Each line holding the word "main" must appear in the answer, copied from the entries.

(Information provided)
● ● ● ● ● ● ●
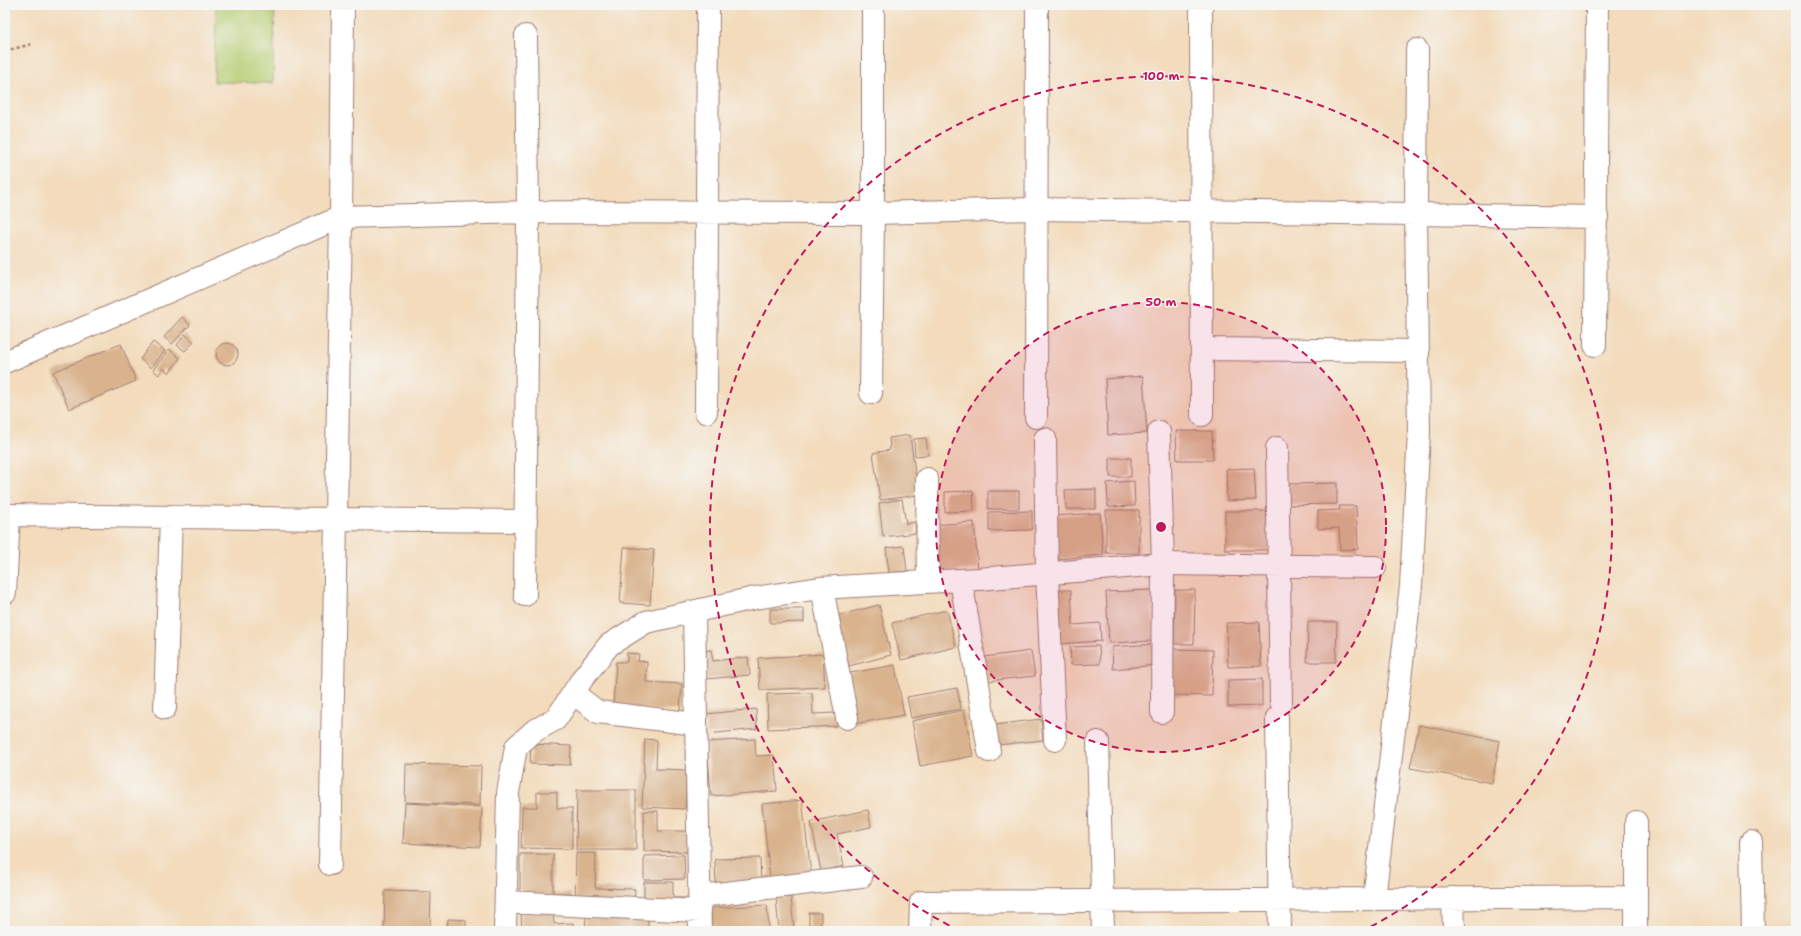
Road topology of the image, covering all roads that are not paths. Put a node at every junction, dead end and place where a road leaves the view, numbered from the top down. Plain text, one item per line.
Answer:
1 (343, 5) edge
2 (708, 5) edge
3 (873, 5) edge
4 (1036, 5) edge
5 (1201, 5) edge
6 (1597, 5) edge
7 (526, 36) dead end
8 (1417, 50) dead end
9 (1036, 209) junction
10 (706, 211) junction
11 (1201, 211) junction
12 (528, 212) junction
13 (873, 213) junction
14 (1416, 214) junction
15 (342, 217) junction
16 (1597, 217) junction
17 (1596, 345) dead end
18 (1202, 349) junction
19 (1417, 351) junction
20 (5, 362) edge
21 (871, 393) dead end
22 (706, 412) dead end
23 (1202, 415) dead end
24 (1036, 417) dead end
25 (1160, 432) dead end
26 (1045, 439) dead end
27 (1277, 448) dead end
28 (927, 479) dead end
29 (7, 515) edge
30 (171, 516) junction
31 (336, 519) junction
32 (526, 521) junction
33 (1163, 564) junction
34 (1279, 566) junction
35 (1375, 567) dead end
36 (1047, 574) junction
37 (961, 580) junction
38 (928, 582) junction
39 (822, 588) junction
40 (5, 593) edge
41 (525, 595) dead end
42 (694, 613) junction
43 (573, 693) junction
44 (165, 708) dead end
45 (1162, 712) dead end
46 (847, 718) dead end
47 (696, 724) junction
48 (1055, 740) dead end
49 (1098, 742) dead end
50 (989, 751) dead end
51 (1636, 822) dead end
52 (1751, 842) dead end
53 (330, 864) dead end
54 (861, 877) dead end
55 (1636, 897) junction
56 (1453, 898) junction
57 (1279, 899) junction
58 (1374, 899) junction
59 (1102, 900) junction
60 (506, 902) junction
61 (700, 913) edge
62 (505, 931) edge
63 (920, 931) edge
64 (1103, 931) edge
65 (1280, 931) edge
66 (1454, 931) edge
67 (1636, 931) edge
68 (1753, 931) edge

1 - 15 street
2 - 10 street
3 - 13 street
4 - 9 street
5 - 11 street
6 - 16 street
7 - 12 street
8 - 14 street
9 - 11 street
9 - 13 street
9 - 24 street
10 - 12 street
10 - 13 street
10 - 22 street
11 - 14 street
11 - 18 street
12 - 15 street
12 - 32 street
13 - 21 street
14 - 16 street
14 - 19 street
15 - 20 street
15 - 31 street
16 - 17 street
18 - 19 street
18 - 23 street
19 - 58 street
25 - 33 street
26 - 36 street
27 - 34 street
28 - 38 street
29 - 30 street
29 - 40 street
30 - 31 street
30 - 44 street
31 - 32 street
31 - 53 street
32 - 41 street
33 - 34 street
33 - 36 street
33 - 45 street
34 - 35 street
34 - 57 street
36 - 37 street
36 - 48 street
37 - 38 street
37 - 50 street
38 - 39 street
39 - 42 street
39 - 46 street
42 - 43 street
42 - 47 street
43 - 47 street
43 - 60 street
47 - 61 street
49 - 59 street
51 - 55 street
52 - 68 street
54 - 61 street
55 - 56 street
55 - 67 street
56 - 58 street
56 - 66 street
57 - 58 street
57 - 59 street
57 - 65 street
59 - 63 street
59 - 64 street
60 - 61 street
60 - 62 street

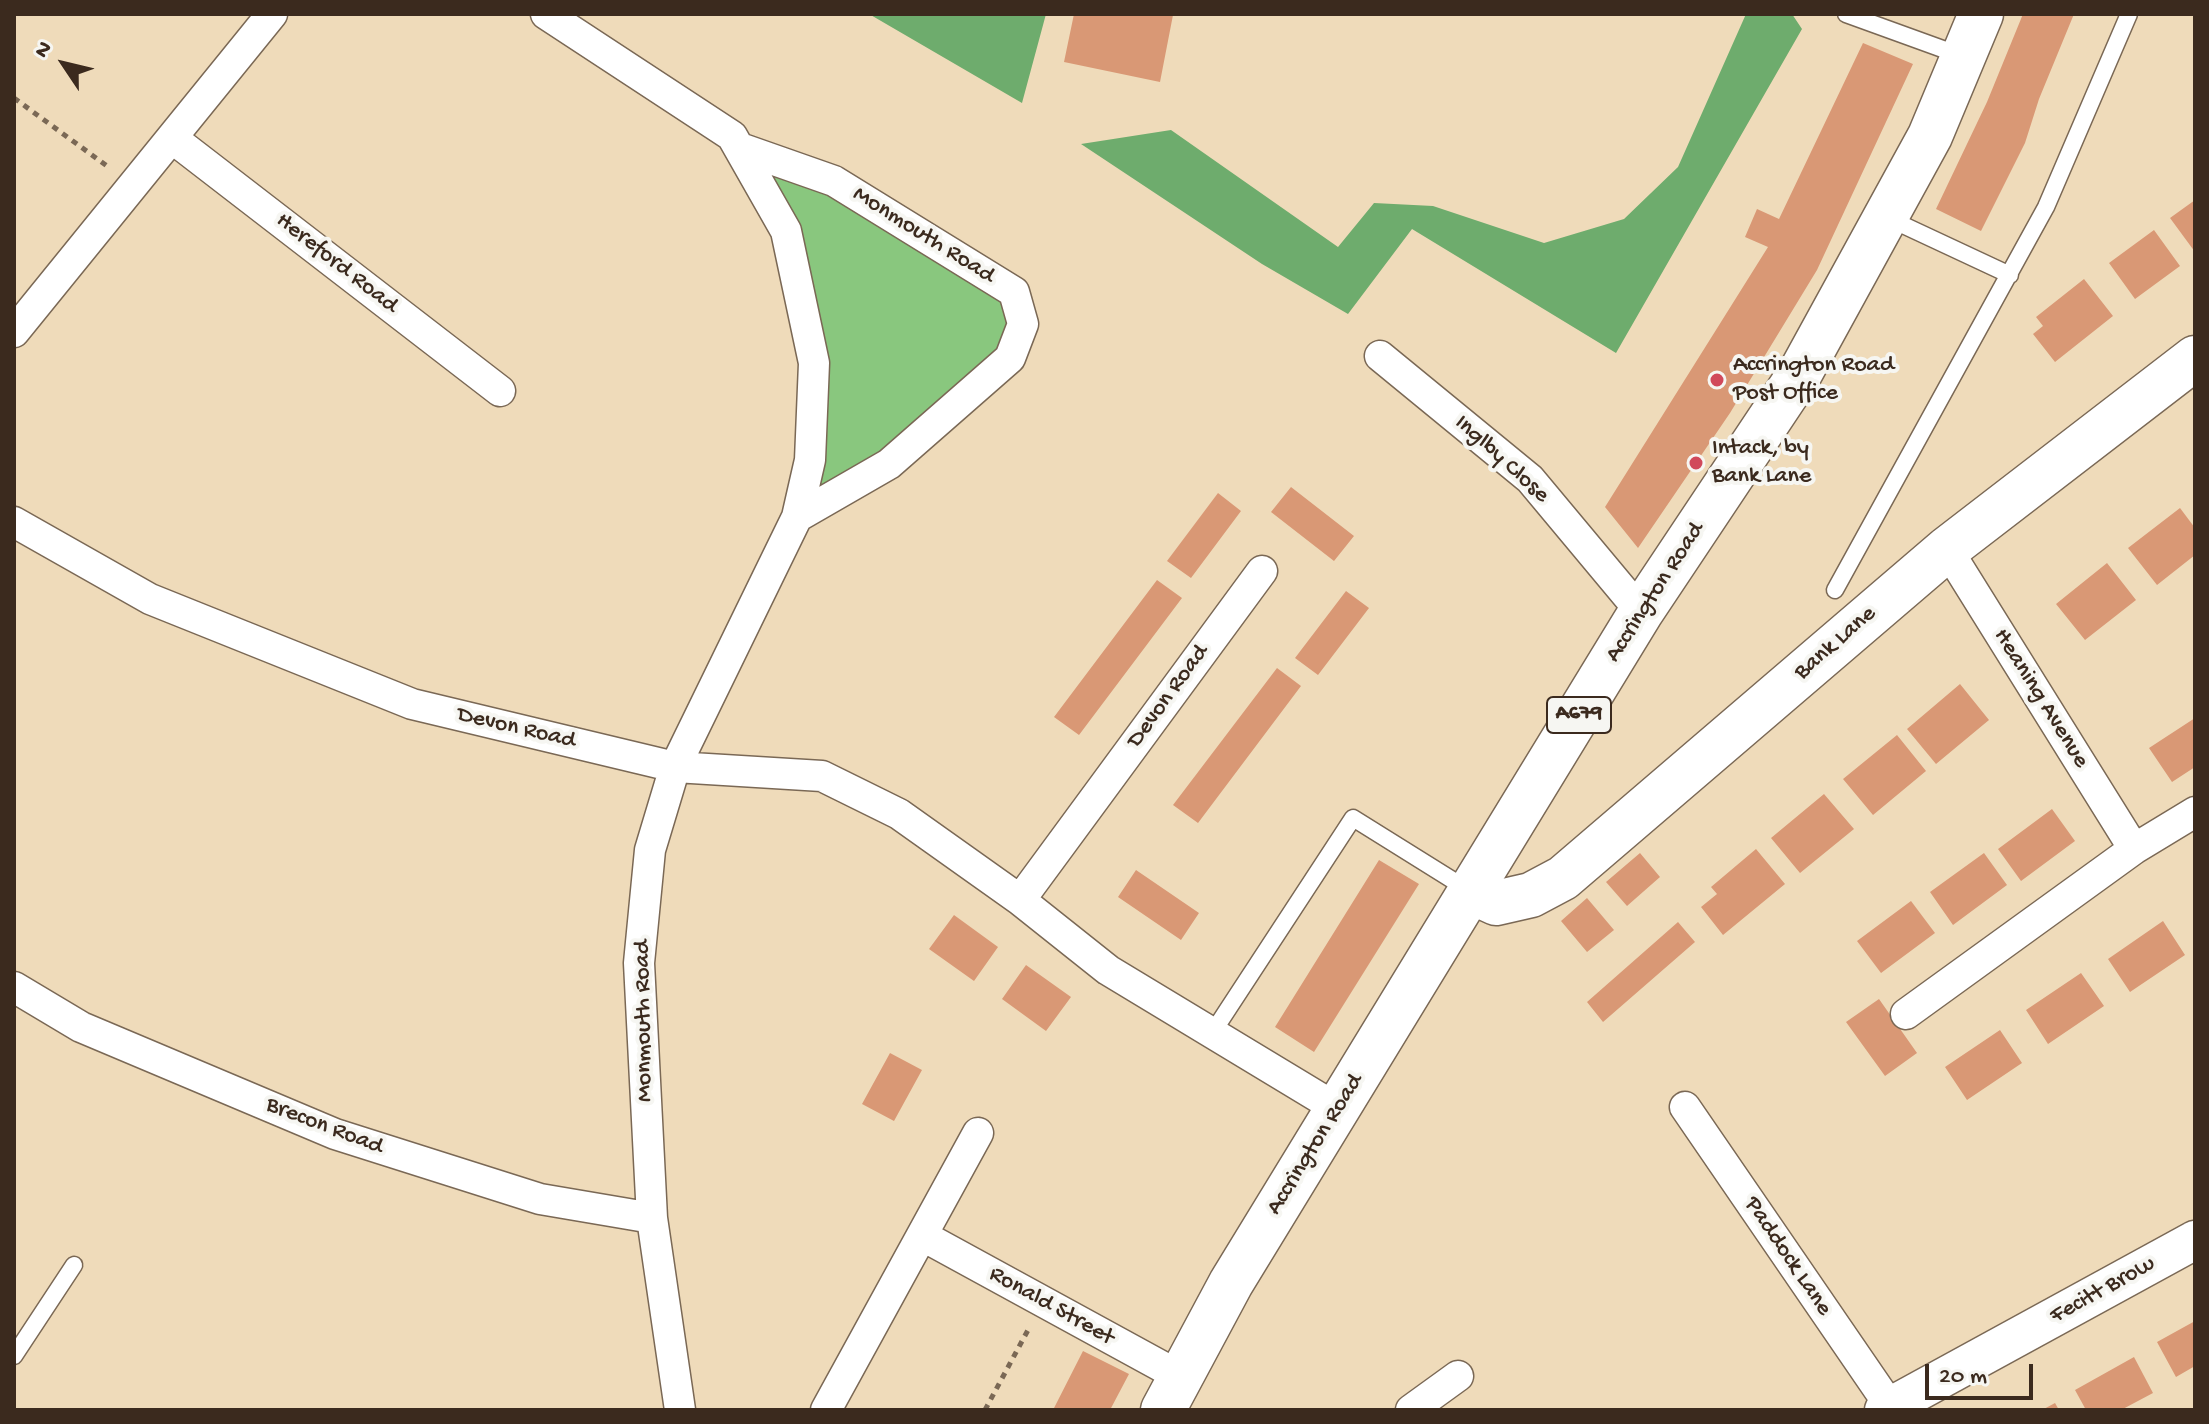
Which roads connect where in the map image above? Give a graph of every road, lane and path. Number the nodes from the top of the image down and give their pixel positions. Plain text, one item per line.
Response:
1 (272, 14) edge
2 (546, 14) edge
3 (1846, 14) edge
4 (1981, 14) edge
5 (2129, 14) edge
6 (1964, 56) junction
7 (14, 98) edge
8 (172, 138) junction
9 (740, 148) junction
10 (132, 184) junction
11 (1886, 217) junction
12 (2010, 275) junction
13 (14, 332) edge
14 (1380, 356) dead end
15 (2195, 358) edge
16 (500, 391) dead end
17 (797, 517) junction
18 (14, 522) edge
19 (1947, 549) junction
20 (1262, 571) dead end
21 (1835, 590) dead end
22 (1641, 612) junction
23 (675, 767) junction
24 (2195, 812) edge
25 (2134, 849) junction
26 (1472, 892) junction
27 (1020, 900) junction
28 (14, 987) edge
29 (1906, 1014) dead end
30 (1211, 1035) junction
31 (1685, 1107) dead end
32 (1338, 1109) junction
33 (978, 1133) dead end
34 (652, 1218) junction
35 (923, 1236) junction
36 (2195, 1240) edge
37 (74, 1265) dead end
38 (1042, 1302) junction
39 (14, 1356) edge
40 (1458, 1376) dead end
41 (1170, 1401) edge
42 (1887, 1408) edge
43 (680, 1410) edge
44 (826, 1410) edge
45 (985, 1410) edge
46 (1411, 1410) edge

1 - 8 street
2 - 9 street, Monmouth Road
3 - 6 lane
4 - 6 main road, Accrington Road / A679
5 - 12 lane
6 - 11 main road, Accrington Road / A679
7 - 10 path
8 - 10 street
8 - 16 street, Hereford Road
9 - 17 street, Monmouth Road
9 - 17 street, Monmouth Road
10 - 13 street
11 - 12 lane
11 - 22 main road, Accrington Road / A679
12 - 21 lane
14 - 22 street, Inglby Close
15 - 19 main road, Bank Lane
17 - 23 street, Monmouth Road
18 - 23 street, Devon Road
19 - 25 street, Heaning Avenue
19 - 26 main road, Bank Lane
20 - 27 street, Devon Road
22 - 26 main road, Accrington Road / A679
23 - 27 street, Devon Road
23 - 34 street, Monmouth Road
24 - 25 street
25 - 29 street
26 - 30 lane
26 - 32 main road, Accrington Road / A679
27 - 30 street, Devon Road
28 - 34 street, Brecon Road
30 - 32 street, Devon Road
31 - 42 street, Paddock Lane
32 - 41 main road, Accrington Road / A679
33 - 35 street
34 - 43 street, Monmouth Road
35 - 38 street, Ronald Street
35 - 44 street
36 - 42 street, Fecitt Brow
37 - 39 lane
38 - 41 street, Ronald Street
38 - 45 path
40 - 46 street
● ● ● ● ● ● ●
(Solution for this exercise)
4 - 6 main road, Accrington Road / A679
6 - 11 main road, Accrington Road / A679
11 - 22 main road, Accrington Road / A679
15 - 19 main road, Bank Lane
19 - 26 main road, Bank Lane
22 - 26 main road, Accrington Road / A679
26 - 32 main road, Accrington Road / A679
32 - 41 main road, Accrington Road / A679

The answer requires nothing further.